> Your objective: Reproduce the records below exactly as they appear, omitting any pictures they contain.

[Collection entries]
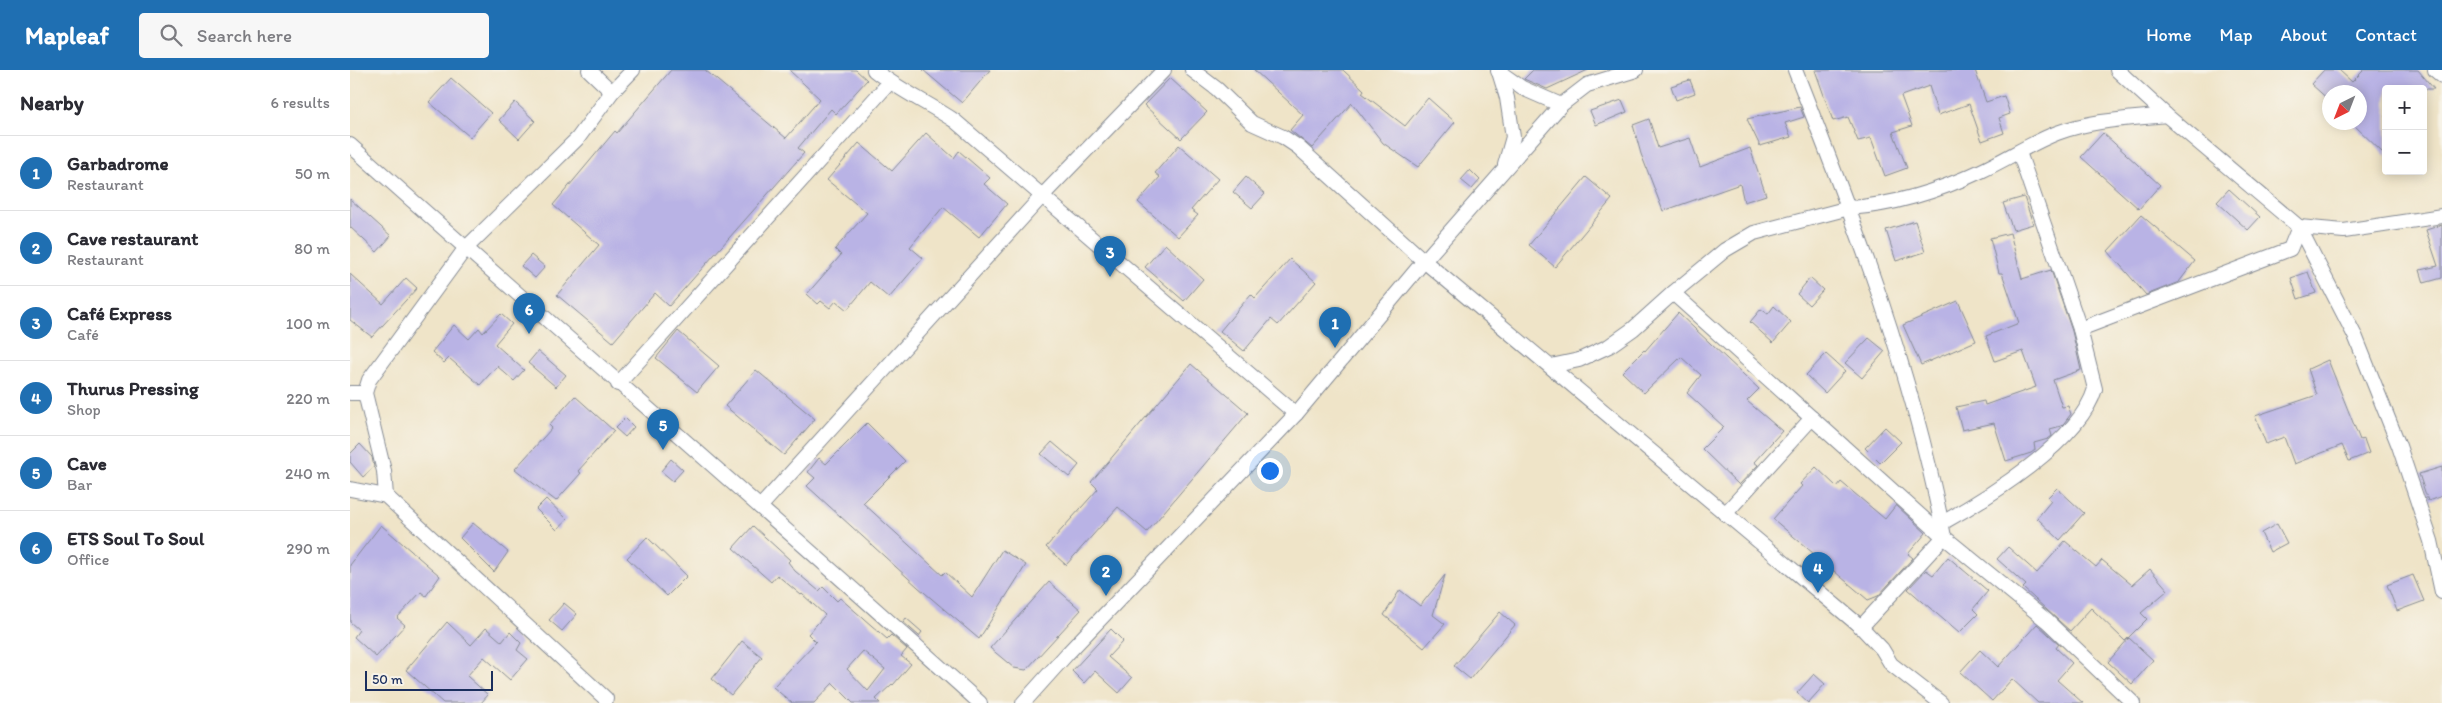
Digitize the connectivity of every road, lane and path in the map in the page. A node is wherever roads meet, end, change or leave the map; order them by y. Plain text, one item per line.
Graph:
1 (589, 70) edge
2 (632, 70) edge
3 (874, 70) edge
4 (1164, 70) edge
5 (1192, 70) edge
6 (1636, 70) edge
7 (1795, 70) edge
8 (2117, 70) edge
9 (2435, 70) edge
10 (1498, 71) edge
11 (2442, 76) edge
12 (890, 82) junction
13 (612, 92) junction
14 (1561, 105) junction
15 (2166, 115) junction
16 (350, 145) edge
17 (2019, 152) junction
18 (1503, 171) junction
19 (1043, 195) junction
20 (1849, 208) junction
21 (2442, 216) edge
22 (2299, 227) junction
23 (465, 249) junction
24 (1424, 261) junction
25 (1673, 292) junction
26 (2080, 329) junction
27 (1551, 366) junction
28 (618, 384) junction
29 (365, 392) junction
30 (350, 393) edge
31 (1296, 414) junction
32 (1812, 418) junction
33 (350, 489) edge
34 (386, 496) junction
35 (760, 507) junction
36 (1726, 514) junction
37 (1943, 530) junction
38 (2437, 539) edge
39 (2442, 592) edge
40 (1861, 627) junction
41 (606, 699) dead end
42 (980, 703) edge
43 (1023, 703) edge
44 (1941, 703) edge
45 (2132, 703) edge

1 - 13 street
2 - 13 street
3 - 12 street
4 - 19 street
5 - 24 street
6 - 14 street
7 - 20 street
8 - 15 street
9 - 11 street
10 - 14 street
10 - 18 street
12 - 19 street
12 - 28 street
13 - 23 street
14 - 18 street
15 - 17 street
15 - 22 street
16 - 23 street
17 - 20 street
17 - 26 street
18 - 24 street
19 - 31 street
19 - 35 street
20 - 25 street
20 - 37 street
21 - 22 street
22 - 26 street
22 - 38 street
23 - 28 street
23 - 29 street
24 - 27 street
24 - 31 street
25 - 27 street
25 - 32 street
26 - 37 street
27 - 36 street
28 - 35 street
29 - 30 street
29 - 34 street
31 - 43 street
32 - 36 street
32 - 37 street
33 - 34 street
34 - 41 street
35 - 42 street
36 - 40 street
37 - 40 street
37 - 45 street
38 - 39 street
40 - 44 street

> Output for this exercise:
Digitize the connectivity of every road, lane and path in the map in the page. A node is wherever roads meet, end, change or leave the map; order them by y. Plain text, one item per line.
Graph:
1 (589, 70) edge
2 (632, 70) edge
3 (874, 70) edge
4 (1164, 70) edge
5 (1192, 70) edge
6 (1636, 70) edge
7 (1795, 70) edge
8 (2117, 70) edge
9 (2435, 70) edge
10 (1498, 71) edge
11 (2442, 76) edge
12 (890, 82) junction
13 (612, 92) junction
14 (1561, 105) junction
15 (2166, 115) junction
16 (350, 145) edge
17 (2019, 152) junction
18 (1503, 171) junction
19 (1043, 195) junction
20 (1849, 208) junction
21 (2442, 216) edge
22 (2299, 227) junction
23 (465, 249) junction
24 (1424, 261) junction
25 (1673, 292) junction
26 (2080, 329) junction
27 (1551, 366) junction
28 (618, 384) junction
29 (365, 392) junction
30 (350, 393) edge
31 (1296, 414) junction
32 (1812, 418) junction
33 (350, 489) edge
34 (386, 496) junction
35 (760, 507) junction
36 (1726, 514) junction
37 (1943, 530) junction
38 (2437, 539) edge
39 (2442, 592) edge
40 (1861, 627) junction
41 (606, 699) dead end
42 (980, 703) edge
43 (1023, 703) edge
44 (1941, 703) edge
45 (2132, 703) edge

1 - 13 street
2 - 13 street
3 - 12 street
4 - 19 street
5 - 24 street
6 - 14 street
7 - 20 street
8 - 15 street
9 - 11 street
10 - 14 street
10 - 18 street
12 - 19 street
12 - 28 street
13 - 23 street
14 - 18 street
15 - 17 street
15 - 22 street
16 - 23 street
17 - 20 street
17 - 26 street
18 - 24 street
19 - 31 street
19 - 35 street
20 - 25 street
20 - 37 street
21 - 22 street
22 - 26 street
22 - 38 street
23 - 28 street
23 - 29 street
24 - 27 street
24 - 31 street
25 - 27 street
25 - 32 street
26 - 37 street
27 - 36 street
28 - 35 street
29 - 30 street
29 - 34 street
31 - 43 street
32 - 36 street
32 - 37 street
33 - 34 street
34 - 41 street
35 - 42 street
36 - 40 street
37 - 40 street
37 - 45 street
38 - 39 street
40 - 44 street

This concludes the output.